Sezonskiradnici: Saisonarbeit – Endlich registriert

Äpfel, rote Beete oder Pfirsiche – wir freuen uns über das frische Obst und Gemüse in unseren Supermärkten. Je nach Jahreszeit lachen uns die verschiedenen Sorten an. Die unterschiedlichen Erntezeiten bedeuten aber auch, dass diejenigen, die den Spargel aus dem Boden ziehen, dort nicht immer gebraucht werden. Sie heuern nur für ein paar Tage an und sind schon wenige Wochen später auf einem ganz anderen Feld. In Serbien, welches viele Länder mit Obst und Gemüse beliefert, arbeiten rund 80.000 Personen als Saisonarbeiter*innen. 
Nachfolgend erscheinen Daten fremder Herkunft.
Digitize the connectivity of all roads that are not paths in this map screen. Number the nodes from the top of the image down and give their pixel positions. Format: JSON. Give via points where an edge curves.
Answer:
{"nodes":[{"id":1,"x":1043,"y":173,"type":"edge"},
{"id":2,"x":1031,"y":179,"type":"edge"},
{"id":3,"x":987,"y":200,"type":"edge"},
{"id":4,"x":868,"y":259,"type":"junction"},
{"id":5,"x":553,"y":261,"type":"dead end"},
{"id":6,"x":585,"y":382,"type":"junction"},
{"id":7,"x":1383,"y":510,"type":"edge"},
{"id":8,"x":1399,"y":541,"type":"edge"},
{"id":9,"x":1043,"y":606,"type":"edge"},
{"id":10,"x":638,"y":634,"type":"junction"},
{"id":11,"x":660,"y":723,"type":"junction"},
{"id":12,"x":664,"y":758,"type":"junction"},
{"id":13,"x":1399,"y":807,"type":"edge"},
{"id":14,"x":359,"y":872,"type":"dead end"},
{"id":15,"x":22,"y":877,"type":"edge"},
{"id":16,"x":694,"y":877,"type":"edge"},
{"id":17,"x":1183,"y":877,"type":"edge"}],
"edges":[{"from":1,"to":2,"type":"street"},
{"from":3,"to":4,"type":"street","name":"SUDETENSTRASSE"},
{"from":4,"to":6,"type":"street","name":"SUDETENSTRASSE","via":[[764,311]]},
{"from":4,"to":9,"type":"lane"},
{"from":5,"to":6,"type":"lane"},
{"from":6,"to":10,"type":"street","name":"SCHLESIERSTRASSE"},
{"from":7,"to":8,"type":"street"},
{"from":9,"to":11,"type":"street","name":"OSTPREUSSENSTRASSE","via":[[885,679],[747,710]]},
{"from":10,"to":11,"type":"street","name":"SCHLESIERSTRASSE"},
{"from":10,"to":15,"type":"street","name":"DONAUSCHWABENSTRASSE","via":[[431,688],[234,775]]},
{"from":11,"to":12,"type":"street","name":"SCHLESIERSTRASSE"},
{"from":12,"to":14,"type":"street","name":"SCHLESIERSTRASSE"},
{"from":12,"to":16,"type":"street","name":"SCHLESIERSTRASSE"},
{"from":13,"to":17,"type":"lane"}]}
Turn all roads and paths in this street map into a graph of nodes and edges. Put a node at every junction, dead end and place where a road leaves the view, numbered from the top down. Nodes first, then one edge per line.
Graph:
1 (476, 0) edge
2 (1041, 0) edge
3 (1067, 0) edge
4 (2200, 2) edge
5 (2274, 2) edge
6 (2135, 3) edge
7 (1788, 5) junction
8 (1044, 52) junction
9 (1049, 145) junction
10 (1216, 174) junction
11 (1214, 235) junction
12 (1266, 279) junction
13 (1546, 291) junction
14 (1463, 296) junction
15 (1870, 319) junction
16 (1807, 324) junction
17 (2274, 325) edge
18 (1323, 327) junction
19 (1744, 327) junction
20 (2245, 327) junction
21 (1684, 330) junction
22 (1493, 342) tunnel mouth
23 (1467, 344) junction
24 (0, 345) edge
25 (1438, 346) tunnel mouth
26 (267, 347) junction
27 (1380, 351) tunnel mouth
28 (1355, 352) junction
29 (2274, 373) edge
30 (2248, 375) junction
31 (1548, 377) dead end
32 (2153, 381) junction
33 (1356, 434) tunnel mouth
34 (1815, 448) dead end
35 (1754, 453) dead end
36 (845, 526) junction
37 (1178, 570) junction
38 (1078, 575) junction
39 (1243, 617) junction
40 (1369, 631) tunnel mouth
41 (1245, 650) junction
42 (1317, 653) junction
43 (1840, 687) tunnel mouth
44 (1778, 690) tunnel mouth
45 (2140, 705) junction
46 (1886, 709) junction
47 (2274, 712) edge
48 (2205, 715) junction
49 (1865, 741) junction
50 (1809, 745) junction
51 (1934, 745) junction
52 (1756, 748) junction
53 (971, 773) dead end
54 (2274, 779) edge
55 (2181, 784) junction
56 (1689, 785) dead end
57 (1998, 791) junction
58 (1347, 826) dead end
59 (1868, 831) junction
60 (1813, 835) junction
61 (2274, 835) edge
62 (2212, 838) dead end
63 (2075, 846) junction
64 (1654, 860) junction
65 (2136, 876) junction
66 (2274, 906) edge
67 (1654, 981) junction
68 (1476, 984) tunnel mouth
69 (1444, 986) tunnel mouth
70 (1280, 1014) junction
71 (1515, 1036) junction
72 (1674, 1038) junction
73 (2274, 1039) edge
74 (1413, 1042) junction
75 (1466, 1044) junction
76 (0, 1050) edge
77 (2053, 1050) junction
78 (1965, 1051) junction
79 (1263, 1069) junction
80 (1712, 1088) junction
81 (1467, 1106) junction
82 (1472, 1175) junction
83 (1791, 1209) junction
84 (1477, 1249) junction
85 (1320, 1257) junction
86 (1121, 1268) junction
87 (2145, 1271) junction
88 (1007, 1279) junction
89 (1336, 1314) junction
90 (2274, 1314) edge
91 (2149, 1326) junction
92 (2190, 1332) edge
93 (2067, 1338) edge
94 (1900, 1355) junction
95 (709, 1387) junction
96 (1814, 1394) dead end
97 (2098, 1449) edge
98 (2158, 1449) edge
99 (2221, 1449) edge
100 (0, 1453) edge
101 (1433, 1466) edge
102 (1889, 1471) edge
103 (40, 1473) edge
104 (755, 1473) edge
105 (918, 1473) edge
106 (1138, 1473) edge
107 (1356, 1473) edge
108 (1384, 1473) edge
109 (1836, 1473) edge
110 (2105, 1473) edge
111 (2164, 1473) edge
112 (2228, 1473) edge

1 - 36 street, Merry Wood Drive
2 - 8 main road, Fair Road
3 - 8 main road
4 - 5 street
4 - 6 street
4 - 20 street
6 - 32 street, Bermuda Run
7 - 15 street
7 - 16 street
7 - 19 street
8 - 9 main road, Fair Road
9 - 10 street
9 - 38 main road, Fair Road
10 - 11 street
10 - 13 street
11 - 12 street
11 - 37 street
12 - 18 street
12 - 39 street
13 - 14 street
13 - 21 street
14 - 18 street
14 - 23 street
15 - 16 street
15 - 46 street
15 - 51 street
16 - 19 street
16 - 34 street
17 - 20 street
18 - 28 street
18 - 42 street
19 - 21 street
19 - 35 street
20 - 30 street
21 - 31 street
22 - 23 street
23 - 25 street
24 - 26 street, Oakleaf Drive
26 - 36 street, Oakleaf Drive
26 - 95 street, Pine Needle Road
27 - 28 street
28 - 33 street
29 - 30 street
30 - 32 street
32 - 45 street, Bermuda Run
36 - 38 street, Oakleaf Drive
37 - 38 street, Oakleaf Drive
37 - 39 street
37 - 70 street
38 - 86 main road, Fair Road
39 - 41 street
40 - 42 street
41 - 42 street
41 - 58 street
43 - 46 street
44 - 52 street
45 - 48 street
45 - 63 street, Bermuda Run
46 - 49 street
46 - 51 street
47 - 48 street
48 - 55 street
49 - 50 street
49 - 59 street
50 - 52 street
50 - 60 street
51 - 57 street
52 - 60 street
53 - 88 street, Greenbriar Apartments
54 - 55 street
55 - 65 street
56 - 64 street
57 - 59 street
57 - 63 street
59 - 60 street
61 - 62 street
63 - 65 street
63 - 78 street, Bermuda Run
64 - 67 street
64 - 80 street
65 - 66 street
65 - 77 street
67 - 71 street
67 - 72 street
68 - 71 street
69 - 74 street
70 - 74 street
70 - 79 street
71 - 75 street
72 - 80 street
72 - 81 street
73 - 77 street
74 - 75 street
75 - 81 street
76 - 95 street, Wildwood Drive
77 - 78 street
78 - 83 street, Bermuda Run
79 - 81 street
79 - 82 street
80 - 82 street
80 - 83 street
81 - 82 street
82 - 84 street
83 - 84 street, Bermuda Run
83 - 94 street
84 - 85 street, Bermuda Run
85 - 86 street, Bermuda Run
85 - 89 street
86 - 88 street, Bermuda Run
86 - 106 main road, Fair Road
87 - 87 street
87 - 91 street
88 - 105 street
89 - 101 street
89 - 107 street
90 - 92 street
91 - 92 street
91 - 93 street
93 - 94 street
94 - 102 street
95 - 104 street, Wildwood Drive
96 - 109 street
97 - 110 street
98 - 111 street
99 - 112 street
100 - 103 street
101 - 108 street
Da sie nur kurz im Einsatz sind, werden sie von ihren Arbeitgeber*innen gar nicht erst angemeldet. Anstatt sich durch einen Berg an bürokratischen Vorgaben zu quälen, werden 95% der Saisonarbeiter*innen schwarz beschäftigt. Für Unternehmer*innen ist das bisherige System zu unflexibel. Sie müssen schnell auf Wetterumbrüche reagieren, oder brauchen auch nur punktuell Arbeitskräfte. Leidtragende sind vor allem die Saisonarbeiter*innen – sie bleiben ohne jeglichen Schutz, Arbeitsrechte oder Altersvorsorge.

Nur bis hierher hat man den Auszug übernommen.